== Task goal ==
Every line below that holds "points" must be copied.

++++ The input ++++

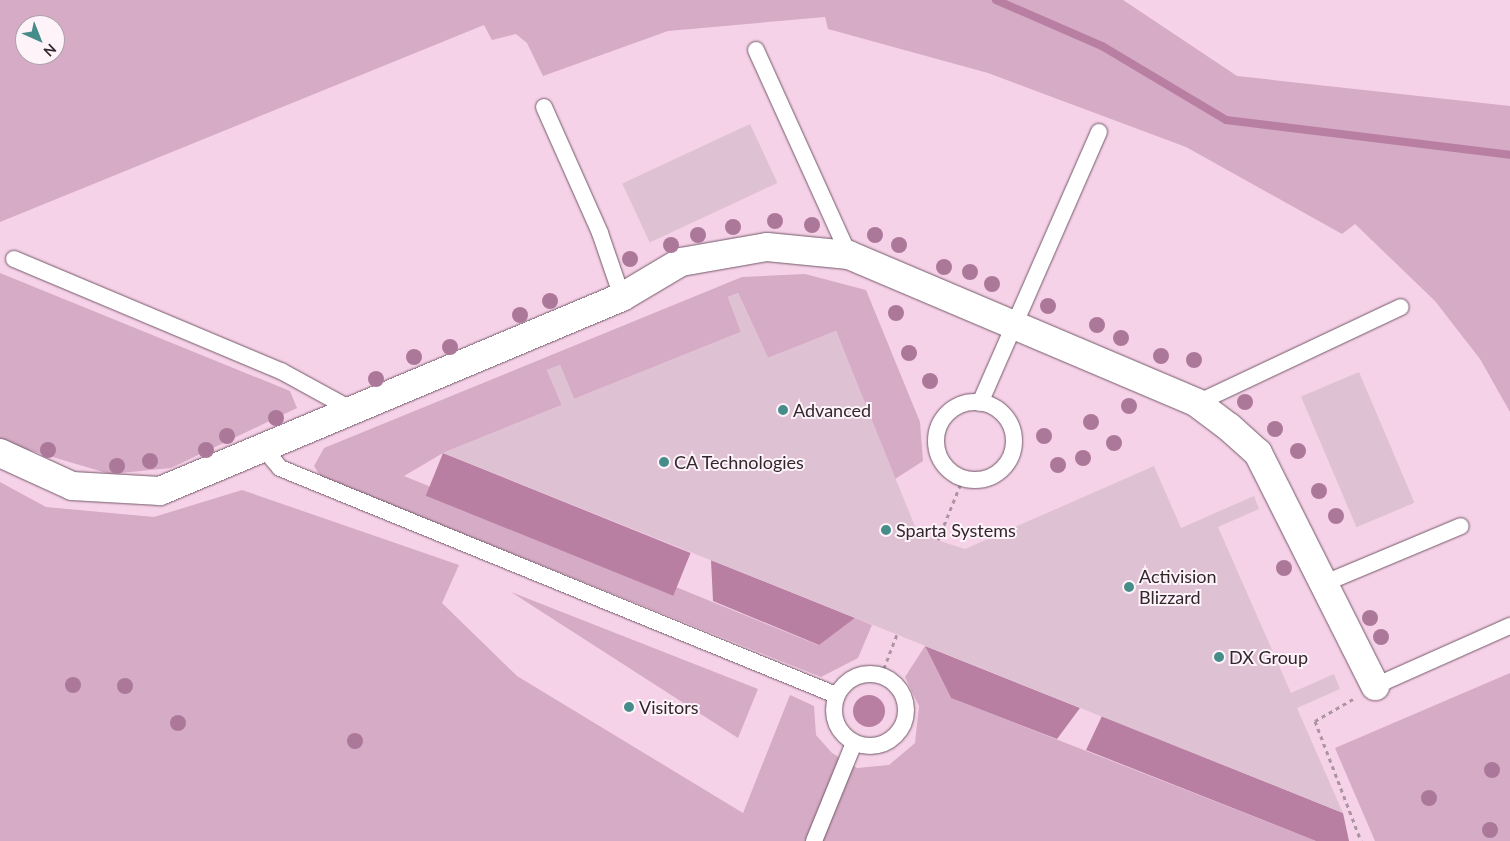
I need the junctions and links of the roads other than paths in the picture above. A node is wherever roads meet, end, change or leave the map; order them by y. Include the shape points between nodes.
1 (756, 50) dead end
2 (544, 107) dead end
3 (1098, 132) dead end
4 (849, 255) junction
5 (14, 259) dead end
6 (622, 297) junction
7 (1401, 307) dead end
8 (1017, 326) junction
9 (980, 403) junction
10 (1197, 403) junction
11 (354, 411) junction
12 (265, 450) junction
13 (0, 453) edge
14 (1460, 526) dead end
15 (1325, 583) junction
16 (1510, 626) edge
17 (1375, 686) joint
18 (836, 695) junction
19 (854, 743) junction
20 (814, 841) edge

1 - 4 lane
2 - 6 lane via 600,233
3 - 8 lane
4 - 6 street via 767,247 690,261
4 - 8 street
5 - 11 lane via 281,371
6 - 11 street
7 - 10 lane
8 - 9 lane
8 - 10 street
9 - 9 lane via 1003,414 1013,437 1013,450 1008,462 988,478 963,478 943,463 937,452 939,426 955,407
10 - 15 street via 1258,453
11 - 12 street
12 - 13 street via 160,491 72,486
12 - 18 lane via 280,468
14 - 15 lane
15 - 17 street
16 - 17 lane
18 - 19 lane via 834,718 839,730
18 - 19 lane via 852,678 881,676 903,694 903,724 886,743
19 - 20 lane

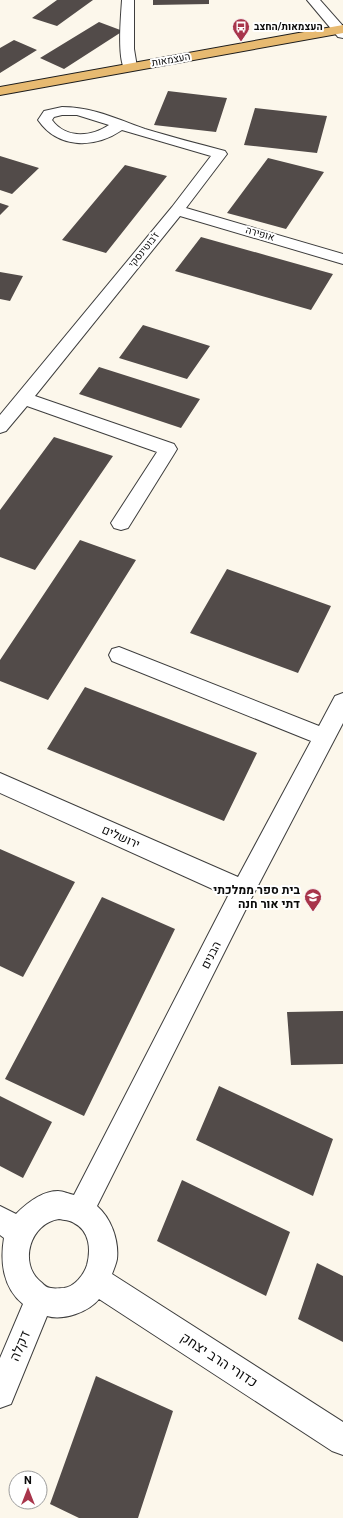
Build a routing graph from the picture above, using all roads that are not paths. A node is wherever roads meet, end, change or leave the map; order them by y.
1 (128, 0) edge
2 (313, 0) edge
3 (342, 34) edge
4 (130, 67) junction
5 (0, 91) edge
6 (0, 102) edge
7 (119, 125) dead end
8 (177, 210) junction
9 (343, 258) edge
10 (24, 398) junction
11 (0, 427) edge
12 (121, 523) dead end
13 (119, 655) dead end
14 (343, 702) edge
15 (324, 737) junction
16 (0, 783) edge
17 (243, 891) junction
18 (82, 1210) junction
19 (10, 1225) edge
20 (96, 1280) junction
21 (40, 1299) junction
22 (0, 1393) edge
23 (343, 1440) edge

1 - 4 street
2 - 3 street
3 - 4 main road, העצמאות
3 - 6 main road, העצמאות
4 - 5 main road, העצמאות
7 - 8 street, ז'בוטינסקי
8 - 9 street, אופירה
8 - 10 street, ז'בוטינסקי
10 - 11 street, ז'בוטינסקי
10 - 12 street
13 - 15 street
14 - 15 street, הבנים
15 - 17 street, הבנים
16 - 17 street, ירושלים
17 - 18 street, הבנים
18 - 19 street
18 - 20 street
19 - 21 street
20 - 21 street
20 - 23 street, כדורי הרב יצחק
21 - 22 street, דקלה

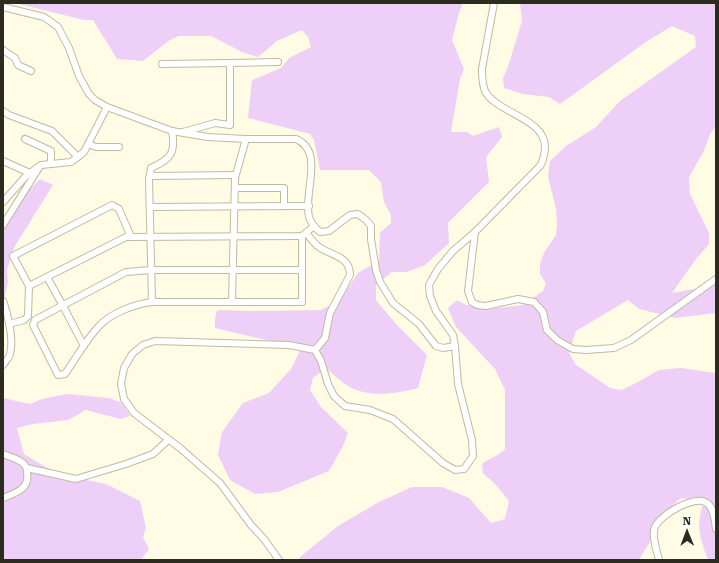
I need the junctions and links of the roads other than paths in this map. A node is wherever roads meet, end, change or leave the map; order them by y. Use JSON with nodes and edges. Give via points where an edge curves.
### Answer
{"nodes":[{"id":1,"x":494,"y":3,"type":"edge"},
{"id":2,"x":3,"y":8,"type":"edge"},
{"id":3,"x":3,"y":50,"type":"edge"},
{"id":4,"x":278,"y":62,"type":"dead end"},
{"id":5,"x":230,"y":63,"type":"junction"},
{"id":6,"x":162,"y":64,"type":"dead end"},
{"id":7,"x":30,"y":71,"type":"dead end"},
{"id":8,"x":107,"y":107,"type":"junction"},
{"id":9,"x":3,"y":111,"type":"edge"},
{"id":10,"x":172,"y":131,"type":"junction"},
{"id":11,"x":179,"y":132,"type":"junction"},
{"id":12,"x":25,"y":139,"type":"dead end"},
{"id":13,"x":246,"y":139,"type":"junction"},
{"id":14,"x":88,"y":144,"type":"junction"},
{"id":15,"x":119,"y":147,"type":"dead end"},
{"id":16,"x":78,"y":157,"type":"junction"},
{"id":17,"x":3,"y":161,"type":"edge"},
{"id":18,"x":51,"y":164,"type":"junction"},
{"id":19,"x":41,"y":165,"type":"junction"},
{"id":20,"x":30,"y":173,"type":"junction"},
{"id":21,"x":235,"y":175,"type":"junction"},
{"id":22,"x":150,"y":176,"type":"junction"},
{"id":23,"x":235,"y":188,"type":"junction"},
{"id":24,"x":3,"y":202,"type":"edge"},
{"id":25,"x":234,"y":206,"type":"junction"},
{"id":26,"x":284,"y":206,"type":"junction"},
{"id":27,"x":309,"y":206,"type":"junction"},
{"id":28,"x":150,"y":207,"type":"junction"},
{"id":29,"x":3,"y":225,"type":"edge"},
{"id":30,"x":314,"y":226,"type":"junction"},
{"id":31,"x":475,"y":232,"type":"junction"},
{"id":32,"x":304,"y":234,"type":"junction"},
{"id":33,"x":233,"y":236,"type":"junction"},
{"id":34,"x":131,"y":237,"type":"junction"},
{"id":35,"x":150,"y":237,"type":"junction"},
{"id":36,"x":151,"y":270,"type":"junction"},
{"id":37,"x":232,"y":270,"type":"junction"},
{"id":38,"x":302,"y":270,"type":"junction"},
{"id":39,"x":47,"y":277,"type":"junction"},
{"id":40,"x":716,"y":279,"type":"edge"},
{"id":41,"x":29,"y":286,"type":"junction"},
{"id":42,"x":3,"y":300,"type":"edge"},
{"id":43,"x":152,"y":302,"type":"junction"},
{"id":44,"x":232,"y":302,"type":"junction"},
{"id":45,"x":63,"y":306,"type":"junction"},
{"id":46,"x":9,"y":324,"type":"junction"},
{"id":47,"x":84,"y":346,"type":"junction"},
{"id":48,"x":455,"y":346,"type":"junction"},
{"id":49,"x":315,"y":350,"type":"junction"},
{"id":50,"x":3,"y":365,"type":"edge"},
{"id":51,"x":168,"y":440,"type":"junction"},
{"id":52,"x":3,"y":454,"type":"edge"},
{"id":53,"x":27,"y":468,"type":"junction"},
{"id":54,"x":3,"y":498,"type":"edge"},
{"id":55,"x":716,"y":529,"type":"edge"},
{"id":56,"x":279,"y":560,"type":"edge"},
{"id":57,"x":659,"y":560,"type":"edge"}],
"edges":[{"from":1,"to":31,"type":"street","via":[[482,69],[486,92],[494,103],[541,132],[545,143],[544,157],[540,166]]},
{"from":2,"to":8,"type":"street","via":[[44,18],[58,27],[89,94]]},
{"from":3,"to":7,"type":"street","via":[[15,58],[18,65]]},
{"from":4,"to":5,"type":"street"},
{"from":5,"to":6,"type":"street"},
{"from":5,"to":11,"type":"street","via":[[230,125],[215,123]]},
{"from":8,"to":10,"type":"street"},
{"from":8,"to":14,"type":"street"},
{"from":9,"to":16,"type":"street","via":[[52,131]]},
{"from":10,"to":11,"type":"street"},
{"from":10,"to":22,"type":"street","via":[[172,154],[163,163],[151,168]]},
{"from":11,"to":13,"type":"street"},
{"from":12,"to":18,"type":"street","via":[[51,151]]},
{"from":13,"to":21,"type":"street"},
{"from":13,"to":27,"type":"street","via":[[296,139],[308,148],[312,169],[308,191]]},
{"from":14,"to":15,"type":"street","via":[[96,147]]},
{"from":14,"to":16,"type":"street"},
{"from":16,"to":18,"type":"street","via":[[71,162]]},
{"from":17,"to":20,"type":"street"},
{"from":18,"to":19,"type":"street"},
{"from":19,"to":20,"type":"street"},
{"from":19,"to":29,"type":"street"},
{"from":20,"to":24,"type":"street"},
{"from":21,"to":22,"type":"street"},
{"from":21,"to":23,"type":"street"},
{"from":22,"to":28,"type":"street"},
{"from":23,"to":25,"type":"street"},
{"from":23,"to":26,"type":"street","via":[[284,188]]},
{"from":25,"to":26,"type":"street"},
{"from":25,"to":28,"type":"street"},
{"from":25,"to":33,"type":"street"},
{"from":26,"to":27,"type":"street"},
{"from":27,"to":30,"type":"street","via":[[309,217]]},
{"from":28,"to":35,"type":"street"},
{"from":30,"to":32,"type":"street"},
{"from":30,"to":48,"type":"street","via":[[320,232],[329,231],[350,215],[358,214],[366,220],[371,226],[370,239],[376,270],[393,303],[419,324],[436,346]]},
{"from":31,"to":40,"type":"street","via":[[468,291],[472,302],[486,306],[518,299],[534,302],[543,312],[547,330],[557,340],[573,349],[614,348],[631,340]]},
{"from":31,"to":48,"type":"street","via":[[453,251],[429,285],[436,311],[452,335]]},
{"from":32,"to":33,"type":"street"},
{"from":32,"to":38,"type":"street"},
{"from":32,"to":49,"type":"street","via":[[318,246],[345,260],[350,269],[350,275],[330,313],[325,338]]},
{"from":33,"to":35,"type":"street"},
{"from":33,"to":37,"type":"street"},
{"from":34,"to":35,"type":"street"},
{"from":34,"to":39,"type":"street","via":[[126,237]]},
{"from":34,"to":41,"type":"street","via":[[119,209],[112,205],[13,256]]},
{"from":35,"to":36,"type":"street"},
{"from":36,"to":37,"type":"street"},
{"from":36,"to":43,"type":"street"},
{"from":36,"to":45,"type":"street","via":[[126,272]]},
{"from":37,"to":38,"type":"street"},
{"from":37,"to":44,"type":"street"},
{"from":38,"to":44,"type":"street","via":[[302,302]]},
{"from":39,"to":41,"type":"street"},
{"from":39,"to":45,"type":"street"},
{"from":41,"to":46,"type":"street","via":[[28,316],[24,320]]},
{"from":42,"to":46,"type":"street"},
{"from":43,"to":44,"type":"street"},
{"from":43,"to":47,"type":"street","via":[[138,304],[109,318],[99,326]]},
{"from":45,"to":47,"type":"street"},
{"from":45,"to":47,"type":"street","via":[[35,320],[33,325],[58,375],[65,374]]},
{"from":46,"to":50,"type":"street","via":[[10,355]]},
{"from":48,"to":49,"type":"street","via":[[458,384],[472,440],[473,456],[464,468],[455,470],[443,463],[393,419],[370,410],[345,406],[334,396]]},
{"from":49,"to":51,"type":"street","via":[[289,345],[155,341],[142,345],[132,354],[124,368],[121,384],[124,399],[134,414]]},
{"from":51,"to":53,"type":"street","via":[[153,454],[76,479]]},
{"from":51,"to":56,"type":"street","via":[[220,483]]},
{"from":52,"to":53,"type":"street","via":[[18,460]]},
{"from":53,"to":54,"type":"street","via":[[28,477],[24,488]]},
{"from":55,"to":57,"type":"street","via":[[713,511],[708,503],[700,500],[663,515],[654,527],[654,542]]}]}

++++

== Your solution ==
I need the junctions and links of the roads other than paths in the picture above. A node is wherever roads meet, end, change or leave the map; order them by y. Include the shape points between nodes.
I need the junctions and links of the roads other than paths in this map. A node is wherever roads meet, end, change or leave the map; order them by y. Use JSON with nodes and edges. Give via points where an edge curves.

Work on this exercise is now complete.